» INFORMATION GIVEN:
>>>

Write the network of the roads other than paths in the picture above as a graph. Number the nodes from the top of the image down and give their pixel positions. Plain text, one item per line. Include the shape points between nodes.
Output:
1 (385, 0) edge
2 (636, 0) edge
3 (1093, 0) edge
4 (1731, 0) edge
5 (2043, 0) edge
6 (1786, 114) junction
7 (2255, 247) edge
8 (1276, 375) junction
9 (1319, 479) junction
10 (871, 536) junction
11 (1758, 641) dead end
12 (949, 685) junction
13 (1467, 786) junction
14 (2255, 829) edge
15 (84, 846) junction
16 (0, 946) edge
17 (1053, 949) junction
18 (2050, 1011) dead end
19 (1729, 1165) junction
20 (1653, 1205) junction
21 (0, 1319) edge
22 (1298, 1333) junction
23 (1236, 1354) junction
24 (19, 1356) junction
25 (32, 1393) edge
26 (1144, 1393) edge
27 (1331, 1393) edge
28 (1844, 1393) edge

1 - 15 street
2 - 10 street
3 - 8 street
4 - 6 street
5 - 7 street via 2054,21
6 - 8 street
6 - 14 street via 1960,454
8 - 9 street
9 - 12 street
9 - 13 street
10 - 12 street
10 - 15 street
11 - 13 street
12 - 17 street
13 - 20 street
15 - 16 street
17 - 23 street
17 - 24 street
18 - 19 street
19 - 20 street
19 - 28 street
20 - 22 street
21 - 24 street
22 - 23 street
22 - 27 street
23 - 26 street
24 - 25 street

<<<

» TASK ITEM:
Please copy out every line shown above, exactly.

» RESULT FOR THIS TASK:
Write the network of the roads other than paths in the picture above as a graph. Number the nodes from the top of the image down and give their pixel positions. Plain text, one item per line. Include the shape points between nodes.
Output:
1 (385, 0) edge
2 (636, 0) edge
3 (1093, 0) edge
4 (1731, 0) edge
5 (2043, 0) edge
6 (1786, 114) junction
7 (2255, 247) edge
8 (1276, 375) junction
9 (1319, 479) junction
10 (871, 536) junction
11 (1758, 641) dead end
12 (949, 685) junction
13 (1467, 786) junction
14 (2255, 829) edge
15 (84, 846) junction
16 (0, 946) edge
17 (1053, 949) junction
18 (2050, 1011) dead end
19 (1729, 1165) junction
20 (1653, 1205) junction
21 (0, 1319) edge
22 (1298, 1333) junction
23 (1236, 1354) junction
24 (19, 1356) junction
25 (32, 1393) edge
26 (1144, 1393) edge
27 (1331, 1393) edge
28 (1844, 1393) edge

1 - 15 street
2 - 10 street
3 - 8 street
4 - 6 street
5 - 7 street via 2054,21
6 - 8 street
6 - 14 street via 1960,454
8 - 9 street
9 - 12 street
9 - 13 street
10 - 12 street
10 - 15 street
11 - 13 street
12 - 17 street
13 - 20 street
15 - 16 street
17 - 23 street
17 - 24 street
18 - 19 street
19 - 20 street
19 - 28 street
20 - 22 street
21 - 24 street
22 - 23 street
22 - 27 street
23 - 26 street
24 - 25 street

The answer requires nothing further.